Que continuem, pois, os tais quirópteros a exercer sua relevante função no equilíbrio ecológico, eles lá, nós aqui, convivendo em paz. Eles não nos perturbam em nossos lares desratizados e nós deixamo-los morar sossegados no breu cavernal que tanto apreciam. Se forem expulsos de seu habitat, onde vivem há milênios, invadirão outros ecossistemas e poderão provocar desequilíbrios imprevisíveis e causar doenças desconhecidas. A última que topou encarar o desafio foi a China, em Wuhan. Deu no que deu...
Mas os serviços prestados pelas cavernas vão muito além do que abrigar morcegos. Têm elas o papel vital de conter inundações e prover o abastecimento de aquíferos. “Tudo bem, vamos trocar água pura por cerveja Heineken, isso é progresso.” diriam os bolsonaristas, com sua proverbial inteligência.
A Sociedade de Espeleologia reagiu igualmente indignada, esclarecendo que as cavernas guardam valiosas informações geológicas e ambientais. Sem contar as inscrições rupestres que fornecem dados inestimáveis sobre nossa história no planeta. Destruí-las seria um crime não apenas contra a Nação mas contra a humanidade.
A casta de terraplanistas que se instalou no poder não costuma escutar técnicos qualificados. São guiados pela ideologia extremista e não embasam suas posições em pareceres científicos mas em mensagens de texto que caibam no corpo de um twitter, tamanho suficiente para seu cérebro e de seus fanáticos seguidores processar a informação.
Tampouco são afeitos a valorizar história e arqueologia. Isso é coisa de esquerdista, diriam, indiferentes ao fato de que nações são construídas com base em sua identidade cultural que inclui o patrimônio histórico e ambiental.
Felizmente, o STF, em decisão provisória, barrou a criminosa iniciativa palaciana, argumentando que o decreto iria “ocasionar o desaparecimento de formações geológicas, marcadas por registros únicos de variações ambientais e constituídas ao longo de dezenas de milhares de anos, incluindo restos de animais extintos ou vestígios de ocupações pré-históricas”.
Mas as hordas obscurantistas não se darão por vencidas. Assim como em sua luta anti-vacina, estarão tramando na escuridão, não das cavernas, mas dos tenebrosos gabinetes paralelos que assessoram a presidência, para contra-atacar, financiados pelas mineradoras e pelo agronegócio.
Esses são os quirópteros que nos ameaçam. Não os inofensivos morcegos de cavernas que se alimentam de frutos e insetos. Mas os vampiros encastelados no poder em gabinetes de luxo que sugam as riquezas que a todos pertencem, revertendo-as em ganhos financeiros de que são os únicos beneficiários.
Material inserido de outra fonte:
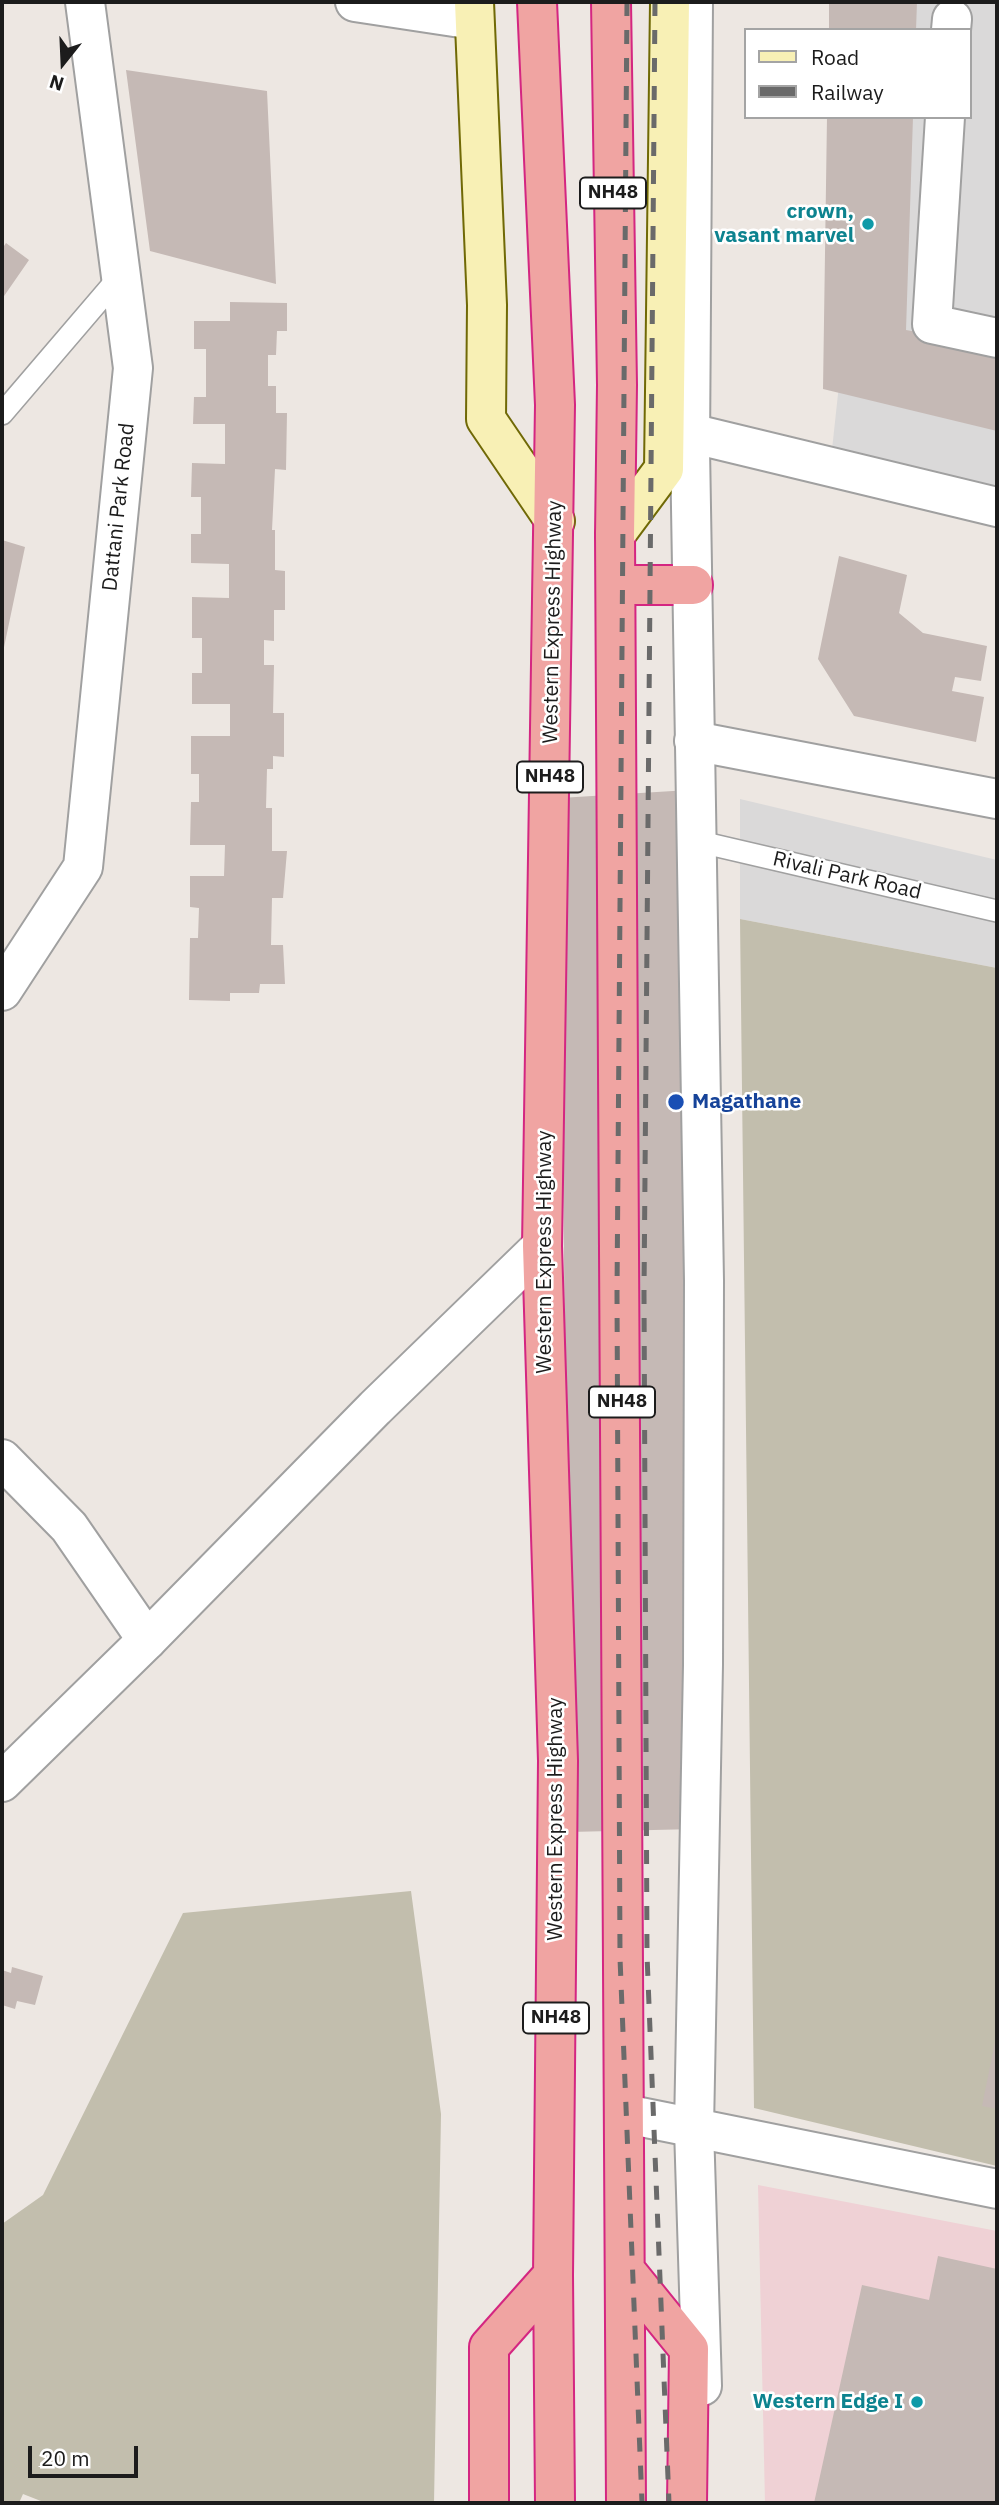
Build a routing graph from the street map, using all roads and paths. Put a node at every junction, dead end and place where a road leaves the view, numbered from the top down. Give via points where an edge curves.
1 (85, 2) edge
2 (355, 2) edge
3 (537, 2) edge
4 (611, 2) edge
5 (670, 2) edge
6 (693, 2) edge
7 (474, 11) edge
8 (945, 119) edge
9 (120, 275) junction
10 (997, 338) edge
11 (2, 414) edge
12 (678, 432) junction
13 (997, 507) edge
14 (555, 521) junction
15 (615, 535) junction
16 (617, 585) junction
17 (693, 585) junction
18 (694, 741) junction
19 (997, 799) edge
20 (696, 841) junction
21 (997, 911) edge
22 (2, 990) edge
23 (542, 1246) junction
24 (2, 1459) edge
25 (147, 1640) junction
26 (2, 1782) edge
27 (626, 2114) junction
28 (694, 2128) junction
29 (997, 2189) edge
30 (625, 2270) junction
31 (553, 2275) junction
32 (489, 2503) edge
33 (555, 2503) edge
34 (626, 2503) edge
35 (687, 2503) edge
36 (706, 2503) edge

1 - 9 street, Dattani Park Road
2 - 7 street
3 - 14 highway, Western Express Highway / NH48 via 553,312
4 - 15 highway, NH48
5 - 12 main road
6 - 12 street
7 - 14 main road via 487,305 486,419
8 - 10 street via 932,324
9 - 11 lane
9 - 22 street, Dattani Park Road via 133,368 83,867
12 - 13 street
12 - 15 main road via 664,470
12 - 17 street
14 - 23 highway, Western Express Highway / NH48
15 - 16 highway, NH48
16 - 17 highway
16 - 27 highway, NH48
17 - 18 street
18 - 19 street
18 - 20 street
20 - 21 lane, Rivali Park Road
20 - 28 street via 704,1651
23 - 25 street
23 - 31 highway, Western Express Highway / NH48 via 558,1761
24 - 25 street via 69,1527
25 - 26 street
27 - 28 street
27 - 30 highway, NH48
28 - 29 street
28 - 36 street
30 - 34 highway, NH48
30 - 35 highway via 688,2349
31 - 32 highway via 489,2347
31 - 33 highway, Western Express Highway / NH48

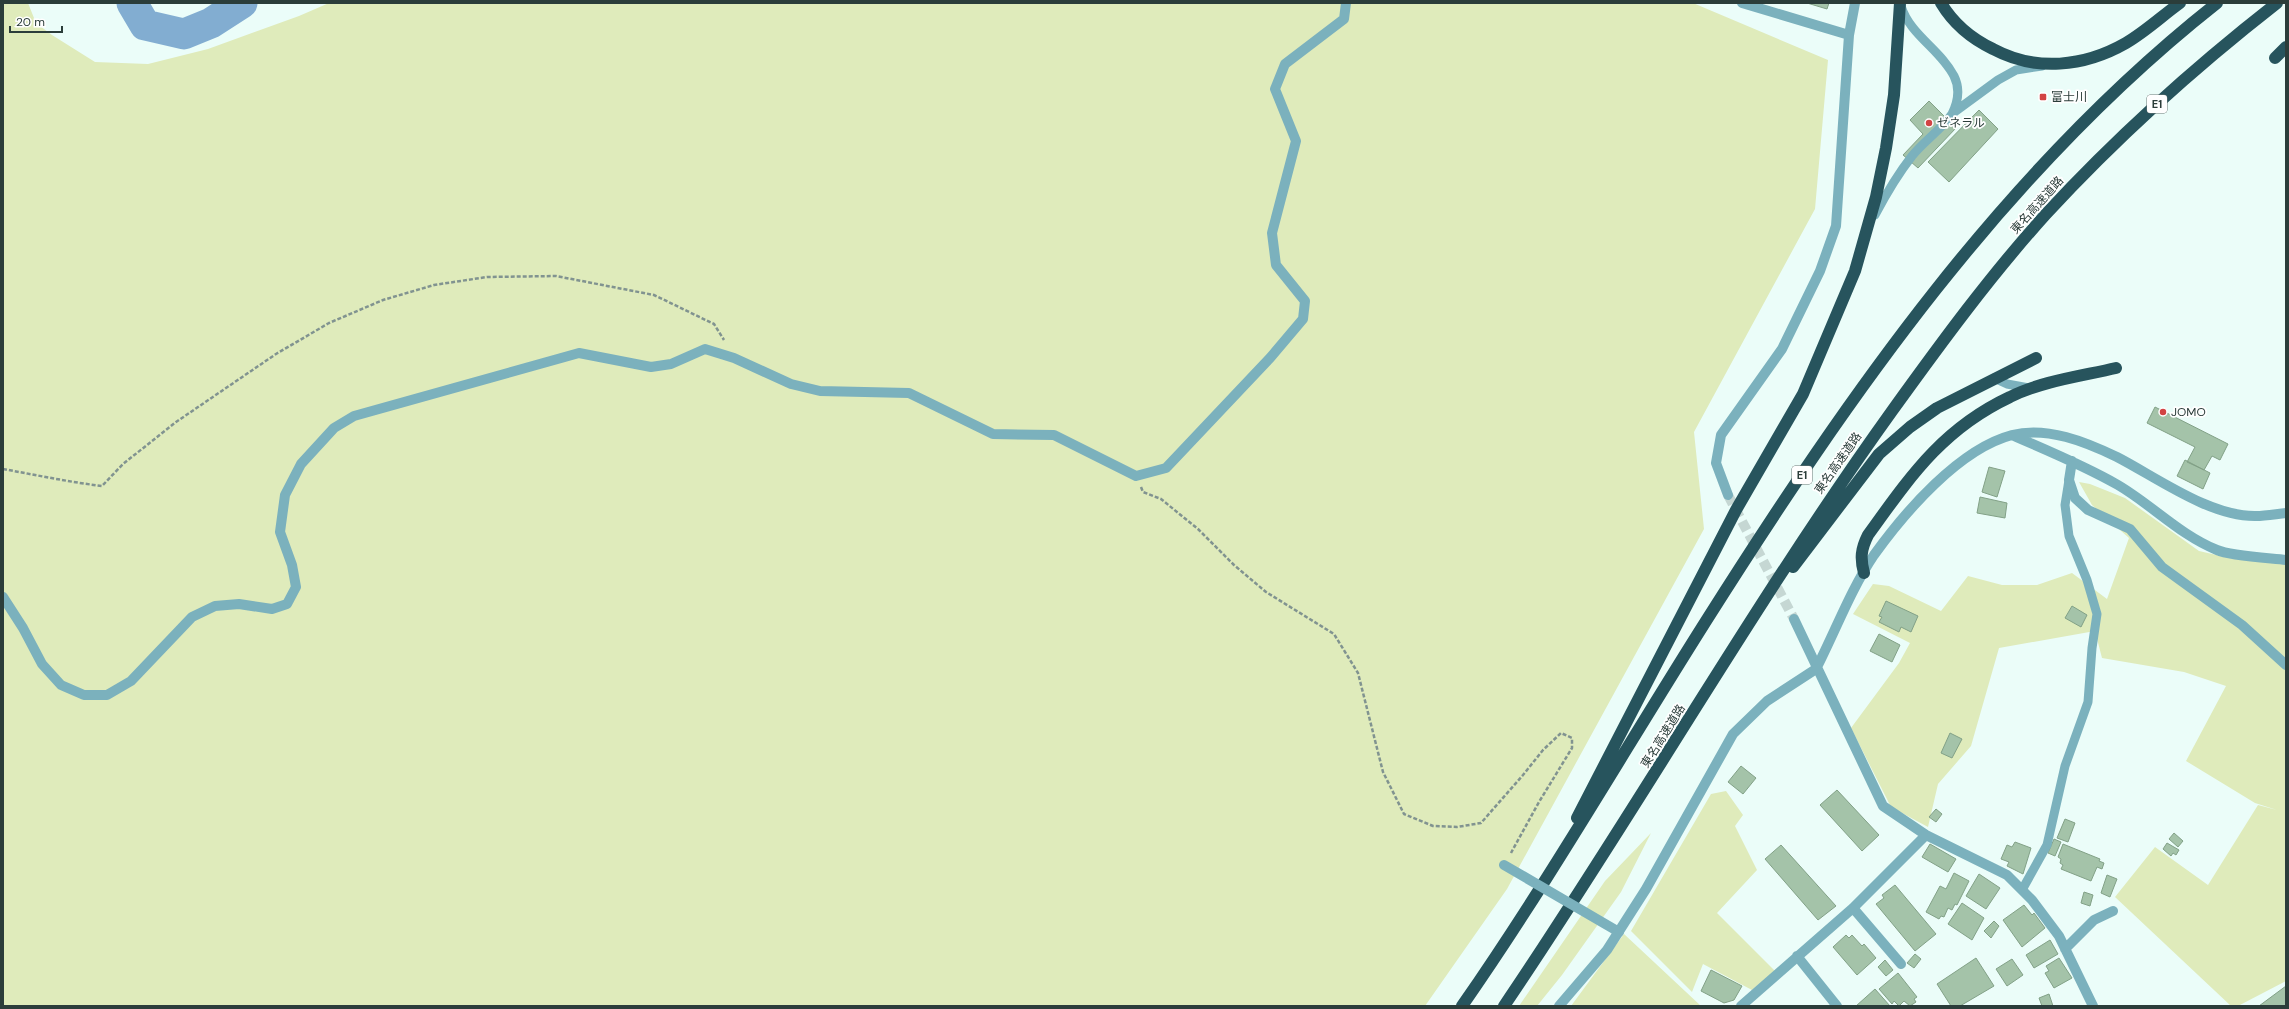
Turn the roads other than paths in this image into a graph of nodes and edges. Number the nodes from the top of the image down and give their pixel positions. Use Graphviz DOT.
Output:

Pouco estão se lixando para cavernas e grutas assim como todas as benesses oferecidas em nosso abençoado território. Preferem torrar seus dólares em milionárias viagens ao exterior em parques temáticos, cassinos, resorts de luxo e safáris para países exóticos que sabem valorizar e preservar as dádivas com que a natureza os aquinhoou.
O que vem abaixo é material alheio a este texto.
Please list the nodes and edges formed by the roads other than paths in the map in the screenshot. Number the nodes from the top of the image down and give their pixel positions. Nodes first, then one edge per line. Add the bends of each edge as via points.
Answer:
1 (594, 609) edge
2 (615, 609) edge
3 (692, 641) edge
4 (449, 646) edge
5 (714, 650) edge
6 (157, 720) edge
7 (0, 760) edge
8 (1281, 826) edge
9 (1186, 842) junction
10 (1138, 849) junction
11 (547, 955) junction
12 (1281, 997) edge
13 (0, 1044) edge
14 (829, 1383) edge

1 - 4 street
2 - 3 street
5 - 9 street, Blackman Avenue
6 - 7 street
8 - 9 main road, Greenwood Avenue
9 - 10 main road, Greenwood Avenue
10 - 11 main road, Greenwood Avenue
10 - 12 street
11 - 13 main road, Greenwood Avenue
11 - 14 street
Quanto ao nosso boçal governante, que se empenha em transformar nossas cavernas em fábricas de cerveja, fará a proeza de converter seu mandato de quatro anos em quatro milênios de atraso. Com sua estupidez mastodôntica, Bolsonaurus Rex fará o país regredir à era mesozoica, transformando os brasileiros em autênticos homens das cavernas.
Um comentário:
Sérgio, seu artigo é muito oportuno e bem escrito. Faz um alerta muito importante. Enquanto Bolsonaro não estruir tudo que temos, ele não sossega. Não sei quanto tempo aguentaremos de pé. Parabéns pelo texto.